Emily is Away: Choice and Acceptance in Indie Games

By Luc Aboubadra

Do our choices really matter? Is the world really a blank canvas on which you can paint your fate? If you could rewrite your past by making different decisions, would that positively influence your present? I’m pretty sure anyone reading those lines has already asked themselves those questions, and many similar ones on their saddest days.

Emily is Away is a free video game made by Kyle Seeley, released in 2015. It is a visual novel, understand: a game that is mostly text-based, where you spend the entirety of the gameplay having a conversation, and occasionally making key choices that will influence the rest of your adventure. The interface is a direct reference to the old messaging apps such as MSN, which was very popular in the early 2000s before Facebook was a thing, and the gameplay consists of hitting random letters on your actual keyboard, while the real text unfolds on your screen, as if you were really chatting. You play as an unnamed male character (you get to pick his nickname at the beginning of the game), and most of the game is comprised of a chat with Emily, your high school friends/crush/?, and some minor chats with background characters.

What Emily is Away can give you is not a definite answer to these philosophical ponderings, but rather an invitation to look at things from a new perspective. This article will spoil key elements of this very short (around an hour max) free video game, hence, I would invite all of you to try it before continuing, though it is also completely fine to just read this article out of curiosity (you can find the game on steam here https://store.steampowered.com/app/417860/Emily_is_Away/)
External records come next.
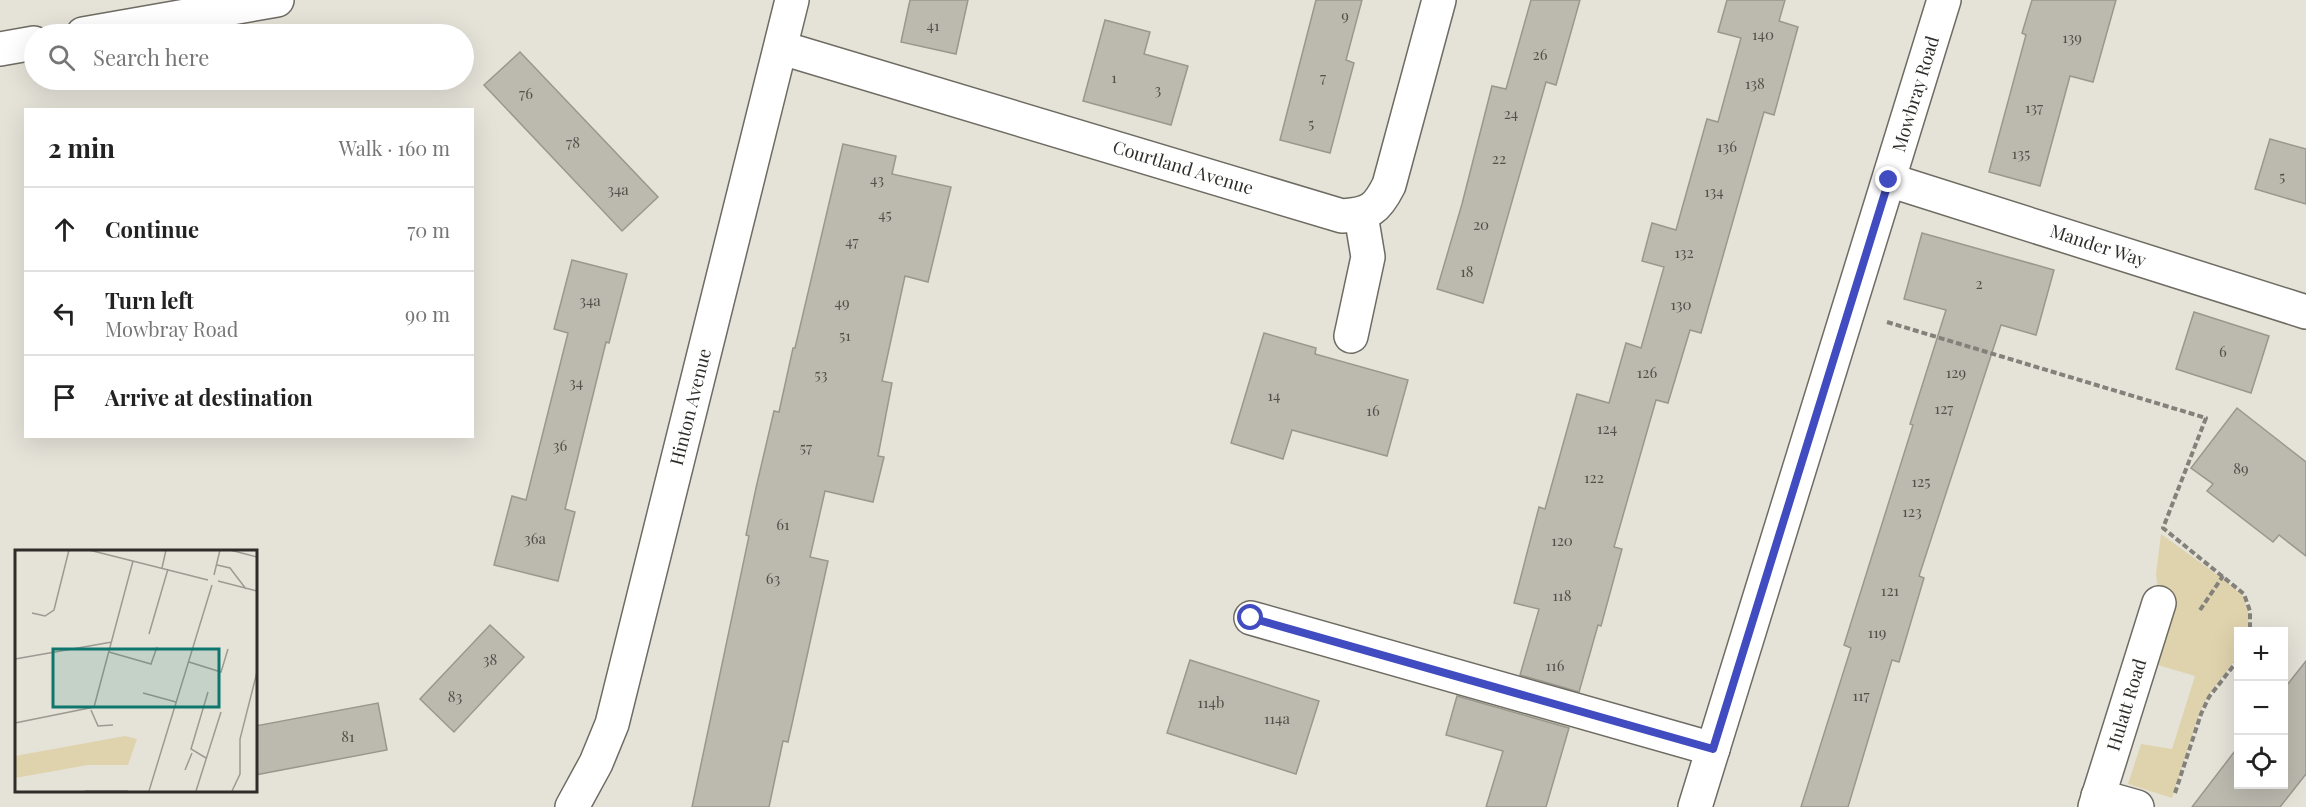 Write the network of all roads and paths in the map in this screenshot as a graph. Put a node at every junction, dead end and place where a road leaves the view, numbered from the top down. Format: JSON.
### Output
{"nodes":[{"id":1,"x":277,"y":0,"type":"edge"},
{"id":2,"x":792,"y":0,"type":"edge"},
{"id":3,"x":1439,"y":0,"type":"edge"},
{"id":4,"x":1944,"y":0,"type":"edge"},
{"id":5,"x":140,"y":24,"type":"edge"},
{"id":6,"x":24,"y":45,"type":"edge"},
{"id":7,"x":782,"y":48,"type":"junction"},
{"id":8,"x":0,"y":49,"type":"edge"},
{"id":9,"x":1889,"y":180,"type":"junction"},
{"id":10,"x":1361,"y":215,"type":"junction"},
{"id":11,"x":1849,"y":310,"type":"junction"},
{"id":12,"x":2306,"y":312,"type":"edge"},
{"id":13,"x":1351,"y":336,"type":"dead end"},
{"id":14,"x":2159,"y":603,"type":"dead end"},
{"id":15,"x":1251,"y":618,"type":"dead end"},
{"id":16,"x":2250,"y":627,"type":"edge"},
{"id":17,"x":2234,"y":665,"type":"edge"},
{"id":18,"x":1713,"y":749,"type":"junction"},
{"id":19,"x":2173,"y":799,"type":"dead end"},
{"id":20,"x":2096,"y":802,"type":"edge"},
{"id":21,"x":572,"y":807,"type":"edge"},
{"id":22,"x":1695,"y":807,"type":"edge"},
{"id":23,"x":2137,"y":807,"type":"edge"}],
"edges":[{"from":1,"to":5,"type":"street"},
{"from":2,"to":7,"type":"street","name":"Hinton Avenue"},
{"from":3,"to":10,"type":"street"},
{"from":4,"to":9,"type":"street","name":"Mowbray Road"},
{"from":6,"to":8,"type":"street"},
{"from":7,"to":10,"type":"street","name":"Courtland Avenue"},
{"from":7,"to":21,"type":"street","name":"Hinton Avenue"},
{"from":9,"to":11,"type":"street","name":"Mowbray Road"},
{"from":9,"to":12,"type":"street","name":"Mander Way"},
{"from":10,"to":13,"type":"street"},
{"from":11,"to":16,"type":"path"},
{"from":11,"to":18,"type":"street","name":"Mowbray Road"},
{"from":14,"to":20,"type":"street","name":"Hulatt Road"},
{"from":15,"to":18,"type":"street"},
{"from":17,"to":19,"type":"path"},
{"from":18,"to":22,"type":"street","name":"Mowbray Road"},
{"from":20,"to":23,"type":"street"}]} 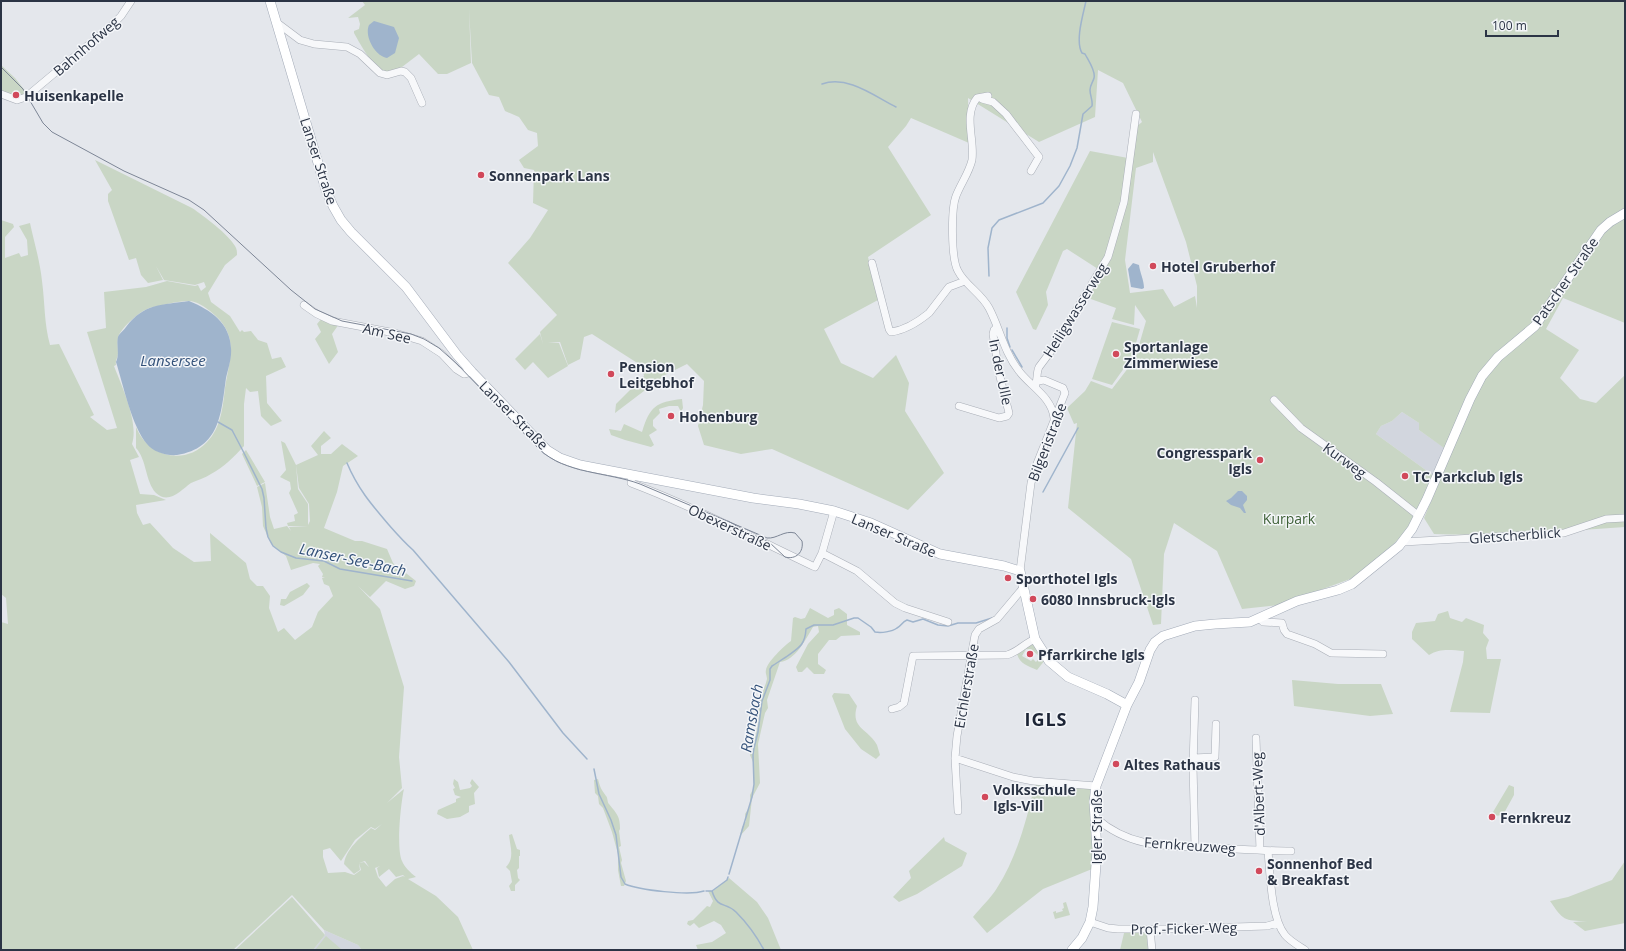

The game unfolds in 5 acts, representing one year each. At the end of every year, you have key decisions to make that will influence your relationship with Emily. If you decide not to go to the big party at the end of your first year of high school, she will start dating Brad (a stereotypical Chad/jock-type). In the following years, she will need to be consoled after breaking up with him, and you will have to choose to cancel your plans with Emma, another close friend of yours from your uni, to see her. As years pass, you and Emily grow apart, making your conversations more sparse and impersonal, and ultimately you wonder where you went wrong, and why you could never properly convey your feelings to her. And this is where this game really shows its purpose: whatever choices you make, whether you go to the party or not, invite Emily over or stick to Emma, confess your feelings to her or not, this game does not allow for happy endings. Whatever the player does, they end up having a sentiment of unfairness and even sometimes resentment towards Emily: the character has obvious feelings for her, but never manages to express them well.

If you chose to invite Emily over to console her, you will understand a year later that you ended up making out, but that she was not consenting to that, and felt abused by the character. The treatment of consent in a video game can be extremely sensitive, but the very impersonal way it is showcased (subtly mentioned through a conversation a year later), appears to make it less shocking. It does however leave you with a profound taste of disgust. Near the very end of the game, you get hit by the realisation that there is only one narrative in the story- and that you were implied in that experience too.

What do we actually know about the story, and the characters? All we had was a very impersonal chat box with Emily. What if our character loved the idea of loving her, more than Emily herself, and simply enjoyed being in this state of impersonal love? What if Brad wasn’t a horrible jerk, but a lovely person who genuinely cared about Emily and treated her way better than our main character could have?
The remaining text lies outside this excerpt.